The Stones of Newton
The history of a famous bell tower that is in danger of falling
by Dan Cohen

No one is quite sure when it happened, but a stone fell off the face of a nearby church bell tower a few years ago. Over the subsequent months, three dozen more followed the first stone to the ground, and the tower was clearly in danger of collapsing into the church or onto our town’s main street.
The name of this crumbling tower? America. Literally. The church was, for a time, the pulpit of Reverend Samuel Francis Smith (1808-1895), who authored the patriotic song “America,” better known as "My Country, 'Tis of Thee.” A century after Smith penned this unofficial national anthem, they named the bell tower after it. The tower and the church, The First Baptist Church of Newton Centre, Massachusetts, are on the United States National Register of Historic Places.
And richly representative of America they are. The church was built and rebuilt several times, and the celebrated version we now have is by the architect John Lyman Faxon (1851-1918), who adopted the Romanesque Revival style of H. H. Richardson, America’s architectural genius of the nineteenth century. Like so much of emerging American art and culture, Romanesque was a spirited fusion of historical and global influences that shouldn’t have worked (and sometimes didn’t), married to the American proclivity for instant gravitas through sheer mass. Just look at this beautiful pile: The stone facade, archways, and tower common in medieval European churches, along with Syrian and Byzantine influences like polychromatic stonework and ornamentation; also, its horizontal stretch to fill the lot like a McMansion, and its echoes of secular buildings in the area, like Newton’s train stations. Faxon was deeply influenced by John Ruskin, especially his art and architectural history The Stones of Venice; First Baptist shows the appreciation for the meaningful labor, long-lasting religious art, and civilizational uplift that are embedded in the rough-hewn stones of the old-world mason.
If you step inside the church, which has grand wood ribs arching over an ovoid interior, you would not be wrong to feel as if you were inside a whale. This, too, seems appropriate given that Reverend Smith wrote “America” at roughly the same time that Melville wrote Moby-Dick. The stones used on the exterior even come from Gloucester, a former whaling town on Cape Ann in Massachusetts. A whale of a building, beached inland. There are sometimes epic readings of Moby-Dick in Gloucester; I have long thought that they should stage a reading of the famous, incendiary sermon about Jonah by Father Mapple, a former whaler himself, inside First Baptist. It just fits.
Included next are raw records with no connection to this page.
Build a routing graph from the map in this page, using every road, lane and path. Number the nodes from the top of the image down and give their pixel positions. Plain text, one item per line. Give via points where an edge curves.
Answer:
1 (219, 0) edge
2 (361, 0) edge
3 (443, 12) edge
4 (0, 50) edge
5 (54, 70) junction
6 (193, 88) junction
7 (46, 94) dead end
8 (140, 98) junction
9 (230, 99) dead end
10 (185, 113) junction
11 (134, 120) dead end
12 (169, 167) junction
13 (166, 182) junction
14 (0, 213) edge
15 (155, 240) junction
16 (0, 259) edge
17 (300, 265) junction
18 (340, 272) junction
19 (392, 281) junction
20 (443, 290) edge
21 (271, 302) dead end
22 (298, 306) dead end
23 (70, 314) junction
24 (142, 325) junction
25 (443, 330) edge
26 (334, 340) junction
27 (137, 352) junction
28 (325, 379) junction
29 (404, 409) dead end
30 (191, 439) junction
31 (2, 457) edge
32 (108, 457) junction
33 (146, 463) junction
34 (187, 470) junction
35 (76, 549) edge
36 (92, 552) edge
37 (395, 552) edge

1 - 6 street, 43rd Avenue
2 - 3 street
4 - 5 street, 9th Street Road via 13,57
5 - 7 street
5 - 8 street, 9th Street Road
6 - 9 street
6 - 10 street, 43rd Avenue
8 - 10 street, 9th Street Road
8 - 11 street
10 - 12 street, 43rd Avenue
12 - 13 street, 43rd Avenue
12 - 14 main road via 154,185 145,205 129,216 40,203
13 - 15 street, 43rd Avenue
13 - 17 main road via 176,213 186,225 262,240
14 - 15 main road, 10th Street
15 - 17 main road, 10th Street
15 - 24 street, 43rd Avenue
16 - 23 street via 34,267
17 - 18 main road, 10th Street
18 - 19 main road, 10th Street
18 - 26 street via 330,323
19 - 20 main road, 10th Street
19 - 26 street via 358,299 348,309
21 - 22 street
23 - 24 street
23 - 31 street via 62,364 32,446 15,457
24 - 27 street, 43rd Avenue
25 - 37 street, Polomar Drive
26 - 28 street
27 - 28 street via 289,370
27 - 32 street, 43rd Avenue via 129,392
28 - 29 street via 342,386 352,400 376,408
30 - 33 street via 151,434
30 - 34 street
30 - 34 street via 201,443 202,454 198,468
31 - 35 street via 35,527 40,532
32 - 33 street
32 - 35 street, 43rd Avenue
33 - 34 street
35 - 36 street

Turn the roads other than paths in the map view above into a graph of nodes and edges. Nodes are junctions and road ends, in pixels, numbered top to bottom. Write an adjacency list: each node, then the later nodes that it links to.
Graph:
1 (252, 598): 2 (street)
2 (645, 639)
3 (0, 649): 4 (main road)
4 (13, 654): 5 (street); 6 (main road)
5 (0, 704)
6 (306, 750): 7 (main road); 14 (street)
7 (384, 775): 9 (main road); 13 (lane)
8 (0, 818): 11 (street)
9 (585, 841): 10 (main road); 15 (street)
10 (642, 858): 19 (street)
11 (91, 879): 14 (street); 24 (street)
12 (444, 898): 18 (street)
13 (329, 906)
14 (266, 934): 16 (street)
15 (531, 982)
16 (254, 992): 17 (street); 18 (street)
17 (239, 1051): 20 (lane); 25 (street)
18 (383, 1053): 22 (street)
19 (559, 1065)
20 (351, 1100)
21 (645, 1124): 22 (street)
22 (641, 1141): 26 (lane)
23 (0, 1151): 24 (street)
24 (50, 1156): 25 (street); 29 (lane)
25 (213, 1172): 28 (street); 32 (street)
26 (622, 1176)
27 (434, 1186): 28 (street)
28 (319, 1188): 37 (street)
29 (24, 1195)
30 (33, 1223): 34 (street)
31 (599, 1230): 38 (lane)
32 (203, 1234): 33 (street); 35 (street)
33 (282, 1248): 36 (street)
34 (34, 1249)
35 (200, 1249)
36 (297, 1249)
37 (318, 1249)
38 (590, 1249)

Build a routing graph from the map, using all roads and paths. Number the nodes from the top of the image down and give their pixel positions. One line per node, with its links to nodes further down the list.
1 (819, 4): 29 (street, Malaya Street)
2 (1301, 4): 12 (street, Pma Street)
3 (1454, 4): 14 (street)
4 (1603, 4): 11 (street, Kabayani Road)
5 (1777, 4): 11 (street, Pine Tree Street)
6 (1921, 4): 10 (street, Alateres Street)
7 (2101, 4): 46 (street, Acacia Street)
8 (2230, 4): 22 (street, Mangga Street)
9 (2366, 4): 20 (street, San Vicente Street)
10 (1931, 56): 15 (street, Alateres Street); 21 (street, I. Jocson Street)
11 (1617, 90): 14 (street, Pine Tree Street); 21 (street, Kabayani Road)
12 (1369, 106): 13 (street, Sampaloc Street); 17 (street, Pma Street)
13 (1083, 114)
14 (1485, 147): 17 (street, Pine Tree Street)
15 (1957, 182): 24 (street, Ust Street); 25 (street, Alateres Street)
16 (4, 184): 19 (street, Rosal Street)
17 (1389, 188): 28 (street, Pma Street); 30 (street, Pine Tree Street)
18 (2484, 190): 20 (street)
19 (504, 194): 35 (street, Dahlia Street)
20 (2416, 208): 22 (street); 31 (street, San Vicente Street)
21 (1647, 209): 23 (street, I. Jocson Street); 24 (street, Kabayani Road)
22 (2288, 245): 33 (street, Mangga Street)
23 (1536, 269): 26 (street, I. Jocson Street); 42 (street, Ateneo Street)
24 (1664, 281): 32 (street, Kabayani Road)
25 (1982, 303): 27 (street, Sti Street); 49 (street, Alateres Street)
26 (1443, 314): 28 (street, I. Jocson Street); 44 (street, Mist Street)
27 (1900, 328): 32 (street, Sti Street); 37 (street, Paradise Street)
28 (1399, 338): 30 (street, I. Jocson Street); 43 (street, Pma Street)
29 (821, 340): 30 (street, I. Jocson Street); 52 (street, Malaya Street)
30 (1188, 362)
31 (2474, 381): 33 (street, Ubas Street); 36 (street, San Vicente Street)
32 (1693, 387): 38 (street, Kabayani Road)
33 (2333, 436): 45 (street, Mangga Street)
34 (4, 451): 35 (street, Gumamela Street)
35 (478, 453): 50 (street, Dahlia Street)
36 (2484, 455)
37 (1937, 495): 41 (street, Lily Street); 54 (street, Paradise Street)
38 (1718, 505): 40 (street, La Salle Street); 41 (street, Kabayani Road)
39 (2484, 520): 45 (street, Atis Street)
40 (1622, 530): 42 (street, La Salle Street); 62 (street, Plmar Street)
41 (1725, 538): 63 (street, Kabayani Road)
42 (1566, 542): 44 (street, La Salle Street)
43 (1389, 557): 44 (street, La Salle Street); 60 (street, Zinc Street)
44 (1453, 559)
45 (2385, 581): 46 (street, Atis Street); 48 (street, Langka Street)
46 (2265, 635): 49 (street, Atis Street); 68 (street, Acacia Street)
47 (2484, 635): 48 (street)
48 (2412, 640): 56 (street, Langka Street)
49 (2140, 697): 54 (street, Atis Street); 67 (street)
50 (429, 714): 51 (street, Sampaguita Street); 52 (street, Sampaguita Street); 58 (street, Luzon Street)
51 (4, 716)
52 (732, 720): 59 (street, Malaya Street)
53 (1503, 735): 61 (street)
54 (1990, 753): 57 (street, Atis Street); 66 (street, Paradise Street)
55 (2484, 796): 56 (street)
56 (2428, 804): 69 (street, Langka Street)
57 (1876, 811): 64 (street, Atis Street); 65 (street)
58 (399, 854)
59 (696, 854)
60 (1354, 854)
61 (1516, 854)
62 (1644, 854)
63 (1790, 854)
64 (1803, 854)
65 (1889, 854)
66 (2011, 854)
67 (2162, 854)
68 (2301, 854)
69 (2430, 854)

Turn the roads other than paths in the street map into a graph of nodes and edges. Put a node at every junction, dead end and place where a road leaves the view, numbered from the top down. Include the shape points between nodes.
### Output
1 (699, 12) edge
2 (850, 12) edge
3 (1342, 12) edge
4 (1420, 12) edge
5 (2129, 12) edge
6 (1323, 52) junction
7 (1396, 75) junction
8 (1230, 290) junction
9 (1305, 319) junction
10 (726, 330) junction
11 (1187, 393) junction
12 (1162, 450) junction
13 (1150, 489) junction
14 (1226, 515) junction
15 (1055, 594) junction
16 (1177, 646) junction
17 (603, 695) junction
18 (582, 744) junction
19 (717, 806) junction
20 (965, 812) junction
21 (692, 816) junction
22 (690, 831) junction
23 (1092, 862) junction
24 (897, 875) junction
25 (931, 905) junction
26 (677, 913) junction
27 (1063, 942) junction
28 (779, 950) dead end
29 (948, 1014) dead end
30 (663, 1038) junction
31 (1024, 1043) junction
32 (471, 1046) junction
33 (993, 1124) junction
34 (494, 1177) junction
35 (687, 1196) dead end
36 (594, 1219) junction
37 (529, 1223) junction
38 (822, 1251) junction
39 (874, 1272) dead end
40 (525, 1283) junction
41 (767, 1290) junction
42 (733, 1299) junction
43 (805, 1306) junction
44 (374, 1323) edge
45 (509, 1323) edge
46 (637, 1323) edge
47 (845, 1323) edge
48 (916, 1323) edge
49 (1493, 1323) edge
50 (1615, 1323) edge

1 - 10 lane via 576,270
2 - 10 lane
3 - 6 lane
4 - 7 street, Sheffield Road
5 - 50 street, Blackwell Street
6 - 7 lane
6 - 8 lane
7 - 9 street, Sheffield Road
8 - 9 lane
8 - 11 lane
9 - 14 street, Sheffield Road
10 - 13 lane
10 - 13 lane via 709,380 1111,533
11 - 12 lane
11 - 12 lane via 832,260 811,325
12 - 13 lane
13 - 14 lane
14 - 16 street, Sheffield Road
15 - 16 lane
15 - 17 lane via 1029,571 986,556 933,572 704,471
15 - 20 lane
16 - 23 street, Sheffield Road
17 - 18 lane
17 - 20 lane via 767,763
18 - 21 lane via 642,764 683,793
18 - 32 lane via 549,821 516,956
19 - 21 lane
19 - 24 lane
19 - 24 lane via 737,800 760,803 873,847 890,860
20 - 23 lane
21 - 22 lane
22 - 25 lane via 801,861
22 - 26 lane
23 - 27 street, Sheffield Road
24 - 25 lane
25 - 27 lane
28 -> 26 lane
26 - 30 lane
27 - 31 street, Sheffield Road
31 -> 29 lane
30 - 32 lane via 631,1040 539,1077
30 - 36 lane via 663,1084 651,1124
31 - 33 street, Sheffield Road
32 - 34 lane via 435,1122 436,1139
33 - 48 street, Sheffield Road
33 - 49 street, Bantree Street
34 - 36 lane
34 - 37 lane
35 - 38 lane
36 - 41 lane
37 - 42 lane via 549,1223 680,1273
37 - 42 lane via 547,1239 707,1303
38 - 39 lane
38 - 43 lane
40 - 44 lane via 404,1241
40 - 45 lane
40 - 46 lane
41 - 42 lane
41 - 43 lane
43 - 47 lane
Now there’s a fence around America, and an increasingly elaborate structure holding it up—first made of wood, then steel pipe scaffolding, and most recently gigantic iron I-beams. The tower is being repaired with funds from both the church and the city, as well as other public and private donors. Everyone in town still looks at the tower as they walk by and worries about it falling down before it can be fixed. They are working on it. It’s the slow, deliberate work of traditional stonemasons.